→ WORK REQUEST
Scan the following data for lines with "Simmerstedvej" and state how many there are, as a number only.

─── SOURCE RECORDS

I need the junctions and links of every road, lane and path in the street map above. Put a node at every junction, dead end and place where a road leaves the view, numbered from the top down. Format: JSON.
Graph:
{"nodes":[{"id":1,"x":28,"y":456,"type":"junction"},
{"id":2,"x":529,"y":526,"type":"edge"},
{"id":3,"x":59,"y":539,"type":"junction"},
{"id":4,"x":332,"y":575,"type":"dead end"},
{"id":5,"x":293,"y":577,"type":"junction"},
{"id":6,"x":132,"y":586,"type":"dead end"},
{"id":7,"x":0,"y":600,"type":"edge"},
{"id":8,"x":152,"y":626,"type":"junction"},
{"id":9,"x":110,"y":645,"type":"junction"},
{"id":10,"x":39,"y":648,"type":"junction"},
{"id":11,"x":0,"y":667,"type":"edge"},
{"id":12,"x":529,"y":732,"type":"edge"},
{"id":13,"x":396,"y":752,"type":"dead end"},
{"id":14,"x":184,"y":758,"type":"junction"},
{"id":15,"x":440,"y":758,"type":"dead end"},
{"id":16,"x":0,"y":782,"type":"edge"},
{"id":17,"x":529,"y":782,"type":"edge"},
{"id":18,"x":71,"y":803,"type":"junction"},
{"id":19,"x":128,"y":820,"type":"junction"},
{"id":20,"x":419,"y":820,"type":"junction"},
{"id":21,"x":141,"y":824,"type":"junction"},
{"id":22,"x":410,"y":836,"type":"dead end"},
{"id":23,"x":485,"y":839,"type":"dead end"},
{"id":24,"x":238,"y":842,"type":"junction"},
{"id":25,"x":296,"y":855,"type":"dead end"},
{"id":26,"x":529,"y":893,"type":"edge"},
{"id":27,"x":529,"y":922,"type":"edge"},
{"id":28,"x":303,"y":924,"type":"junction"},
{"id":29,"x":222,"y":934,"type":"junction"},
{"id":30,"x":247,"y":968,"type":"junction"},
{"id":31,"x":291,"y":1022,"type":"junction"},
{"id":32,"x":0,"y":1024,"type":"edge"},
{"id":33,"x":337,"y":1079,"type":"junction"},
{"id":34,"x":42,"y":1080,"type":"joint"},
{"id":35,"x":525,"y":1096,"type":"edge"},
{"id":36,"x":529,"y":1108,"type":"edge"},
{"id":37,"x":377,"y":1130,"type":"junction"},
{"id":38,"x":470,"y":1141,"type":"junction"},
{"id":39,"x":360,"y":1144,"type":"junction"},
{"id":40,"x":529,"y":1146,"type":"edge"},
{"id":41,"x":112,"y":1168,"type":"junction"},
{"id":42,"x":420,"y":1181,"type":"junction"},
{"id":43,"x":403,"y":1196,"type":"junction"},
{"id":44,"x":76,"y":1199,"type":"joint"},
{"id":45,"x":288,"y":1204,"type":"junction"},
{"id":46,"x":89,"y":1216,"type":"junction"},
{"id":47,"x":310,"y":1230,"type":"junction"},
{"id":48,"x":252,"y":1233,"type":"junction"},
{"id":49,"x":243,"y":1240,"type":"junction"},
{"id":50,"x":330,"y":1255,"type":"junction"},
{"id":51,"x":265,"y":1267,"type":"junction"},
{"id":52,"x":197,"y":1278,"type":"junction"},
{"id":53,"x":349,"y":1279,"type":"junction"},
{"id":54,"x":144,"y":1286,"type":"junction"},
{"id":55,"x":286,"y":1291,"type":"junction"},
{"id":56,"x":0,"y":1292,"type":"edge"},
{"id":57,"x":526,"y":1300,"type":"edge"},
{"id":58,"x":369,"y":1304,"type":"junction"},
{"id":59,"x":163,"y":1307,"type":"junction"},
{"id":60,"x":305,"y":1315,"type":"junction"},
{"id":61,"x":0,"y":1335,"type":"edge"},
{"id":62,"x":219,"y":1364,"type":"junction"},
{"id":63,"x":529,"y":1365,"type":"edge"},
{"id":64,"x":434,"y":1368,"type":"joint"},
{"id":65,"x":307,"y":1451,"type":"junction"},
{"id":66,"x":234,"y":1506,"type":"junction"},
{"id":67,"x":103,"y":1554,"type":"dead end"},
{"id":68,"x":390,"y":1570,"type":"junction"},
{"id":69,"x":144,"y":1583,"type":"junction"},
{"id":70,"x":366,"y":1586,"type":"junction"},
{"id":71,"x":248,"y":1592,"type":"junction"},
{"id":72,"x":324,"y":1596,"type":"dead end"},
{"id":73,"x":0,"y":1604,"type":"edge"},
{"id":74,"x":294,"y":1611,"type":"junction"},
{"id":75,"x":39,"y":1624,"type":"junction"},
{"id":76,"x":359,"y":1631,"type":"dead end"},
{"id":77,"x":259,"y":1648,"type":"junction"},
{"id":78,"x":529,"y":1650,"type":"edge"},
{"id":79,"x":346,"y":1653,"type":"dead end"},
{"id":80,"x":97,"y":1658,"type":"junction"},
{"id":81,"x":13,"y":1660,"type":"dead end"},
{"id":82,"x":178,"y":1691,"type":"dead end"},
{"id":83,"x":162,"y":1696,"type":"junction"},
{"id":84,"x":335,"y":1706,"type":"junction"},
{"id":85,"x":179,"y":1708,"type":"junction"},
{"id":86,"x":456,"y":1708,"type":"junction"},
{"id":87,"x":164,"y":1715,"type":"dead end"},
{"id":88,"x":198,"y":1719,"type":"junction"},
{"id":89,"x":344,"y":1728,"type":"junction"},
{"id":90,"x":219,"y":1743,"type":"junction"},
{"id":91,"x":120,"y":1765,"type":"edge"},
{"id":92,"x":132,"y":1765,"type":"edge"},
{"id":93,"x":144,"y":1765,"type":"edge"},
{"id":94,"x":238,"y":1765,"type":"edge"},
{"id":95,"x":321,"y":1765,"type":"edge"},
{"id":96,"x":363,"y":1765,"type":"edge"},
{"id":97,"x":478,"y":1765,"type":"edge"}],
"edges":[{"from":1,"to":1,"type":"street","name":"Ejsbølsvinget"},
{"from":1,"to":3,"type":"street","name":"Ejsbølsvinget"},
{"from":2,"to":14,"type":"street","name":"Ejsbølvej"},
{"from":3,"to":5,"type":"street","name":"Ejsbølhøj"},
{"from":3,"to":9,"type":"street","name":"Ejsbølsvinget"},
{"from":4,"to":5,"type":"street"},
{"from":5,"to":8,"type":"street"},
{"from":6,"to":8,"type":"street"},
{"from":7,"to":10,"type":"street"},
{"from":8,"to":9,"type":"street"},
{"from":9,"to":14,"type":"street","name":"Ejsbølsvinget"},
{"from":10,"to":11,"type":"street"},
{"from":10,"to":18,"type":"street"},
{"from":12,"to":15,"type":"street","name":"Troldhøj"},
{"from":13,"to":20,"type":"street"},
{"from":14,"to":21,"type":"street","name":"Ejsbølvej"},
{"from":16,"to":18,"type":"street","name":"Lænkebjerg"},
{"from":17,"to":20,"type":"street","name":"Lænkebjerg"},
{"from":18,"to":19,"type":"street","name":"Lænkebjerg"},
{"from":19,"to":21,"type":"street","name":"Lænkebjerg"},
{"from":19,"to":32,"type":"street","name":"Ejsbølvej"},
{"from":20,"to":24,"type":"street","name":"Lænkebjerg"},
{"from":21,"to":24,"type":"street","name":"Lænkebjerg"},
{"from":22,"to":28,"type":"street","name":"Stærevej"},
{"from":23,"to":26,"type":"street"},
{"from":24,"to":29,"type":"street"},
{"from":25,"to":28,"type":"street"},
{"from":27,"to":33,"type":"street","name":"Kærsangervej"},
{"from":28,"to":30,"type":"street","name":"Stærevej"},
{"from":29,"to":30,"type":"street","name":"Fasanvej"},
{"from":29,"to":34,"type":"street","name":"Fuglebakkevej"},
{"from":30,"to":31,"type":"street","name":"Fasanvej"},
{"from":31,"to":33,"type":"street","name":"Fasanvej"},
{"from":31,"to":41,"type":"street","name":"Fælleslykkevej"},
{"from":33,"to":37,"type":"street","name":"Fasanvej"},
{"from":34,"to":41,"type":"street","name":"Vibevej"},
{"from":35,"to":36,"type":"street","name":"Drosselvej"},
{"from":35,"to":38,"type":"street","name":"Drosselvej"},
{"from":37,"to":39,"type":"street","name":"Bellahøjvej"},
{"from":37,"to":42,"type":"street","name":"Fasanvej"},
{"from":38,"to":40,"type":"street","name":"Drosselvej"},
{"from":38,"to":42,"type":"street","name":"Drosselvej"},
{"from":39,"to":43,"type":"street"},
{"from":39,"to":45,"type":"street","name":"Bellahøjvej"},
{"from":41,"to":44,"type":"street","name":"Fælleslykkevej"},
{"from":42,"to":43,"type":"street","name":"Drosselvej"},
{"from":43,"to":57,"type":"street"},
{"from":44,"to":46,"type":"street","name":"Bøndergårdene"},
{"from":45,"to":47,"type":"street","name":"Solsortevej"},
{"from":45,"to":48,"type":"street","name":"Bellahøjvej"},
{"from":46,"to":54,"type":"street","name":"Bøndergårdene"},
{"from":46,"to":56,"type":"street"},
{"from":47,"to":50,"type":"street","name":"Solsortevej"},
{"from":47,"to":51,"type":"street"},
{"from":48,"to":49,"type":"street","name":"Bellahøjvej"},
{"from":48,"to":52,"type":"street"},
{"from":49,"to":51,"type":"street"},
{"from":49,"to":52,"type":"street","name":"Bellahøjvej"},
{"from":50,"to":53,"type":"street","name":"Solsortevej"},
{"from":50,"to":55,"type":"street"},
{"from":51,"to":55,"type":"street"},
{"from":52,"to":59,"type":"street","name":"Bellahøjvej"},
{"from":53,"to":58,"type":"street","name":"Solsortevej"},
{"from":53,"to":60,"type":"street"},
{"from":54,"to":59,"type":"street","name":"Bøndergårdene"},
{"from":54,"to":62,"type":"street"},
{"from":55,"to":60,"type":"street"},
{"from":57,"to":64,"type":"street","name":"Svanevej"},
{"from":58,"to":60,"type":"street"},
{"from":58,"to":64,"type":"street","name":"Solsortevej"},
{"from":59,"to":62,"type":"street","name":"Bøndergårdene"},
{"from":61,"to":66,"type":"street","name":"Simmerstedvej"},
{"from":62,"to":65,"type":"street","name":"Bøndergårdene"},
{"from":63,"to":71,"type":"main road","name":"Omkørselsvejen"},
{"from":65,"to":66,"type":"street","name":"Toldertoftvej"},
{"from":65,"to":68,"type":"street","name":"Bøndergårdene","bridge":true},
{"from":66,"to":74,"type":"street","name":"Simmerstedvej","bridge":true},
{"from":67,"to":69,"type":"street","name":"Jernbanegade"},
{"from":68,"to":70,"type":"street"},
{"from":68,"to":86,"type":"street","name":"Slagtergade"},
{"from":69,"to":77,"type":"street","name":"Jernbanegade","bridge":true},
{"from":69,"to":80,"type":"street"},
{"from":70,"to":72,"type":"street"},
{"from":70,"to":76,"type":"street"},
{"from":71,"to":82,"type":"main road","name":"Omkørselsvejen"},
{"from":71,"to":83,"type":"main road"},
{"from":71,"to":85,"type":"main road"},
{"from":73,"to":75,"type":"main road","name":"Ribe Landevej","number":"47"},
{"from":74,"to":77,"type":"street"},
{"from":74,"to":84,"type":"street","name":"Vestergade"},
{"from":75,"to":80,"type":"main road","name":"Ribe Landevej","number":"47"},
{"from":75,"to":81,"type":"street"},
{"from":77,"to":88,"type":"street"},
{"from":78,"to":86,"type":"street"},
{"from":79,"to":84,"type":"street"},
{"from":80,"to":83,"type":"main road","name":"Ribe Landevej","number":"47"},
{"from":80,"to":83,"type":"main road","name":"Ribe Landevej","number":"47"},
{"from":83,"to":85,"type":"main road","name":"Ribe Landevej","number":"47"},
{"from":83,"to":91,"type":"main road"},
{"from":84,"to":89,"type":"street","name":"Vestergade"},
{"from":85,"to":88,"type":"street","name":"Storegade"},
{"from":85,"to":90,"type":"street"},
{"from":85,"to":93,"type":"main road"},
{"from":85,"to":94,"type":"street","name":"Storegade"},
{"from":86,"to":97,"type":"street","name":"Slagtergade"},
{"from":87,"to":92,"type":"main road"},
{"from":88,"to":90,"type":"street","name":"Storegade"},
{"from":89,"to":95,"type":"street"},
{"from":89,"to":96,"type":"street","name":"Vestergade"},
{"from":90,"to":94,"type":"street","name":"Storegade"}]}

──────

→ EXPECTED ANSWER
2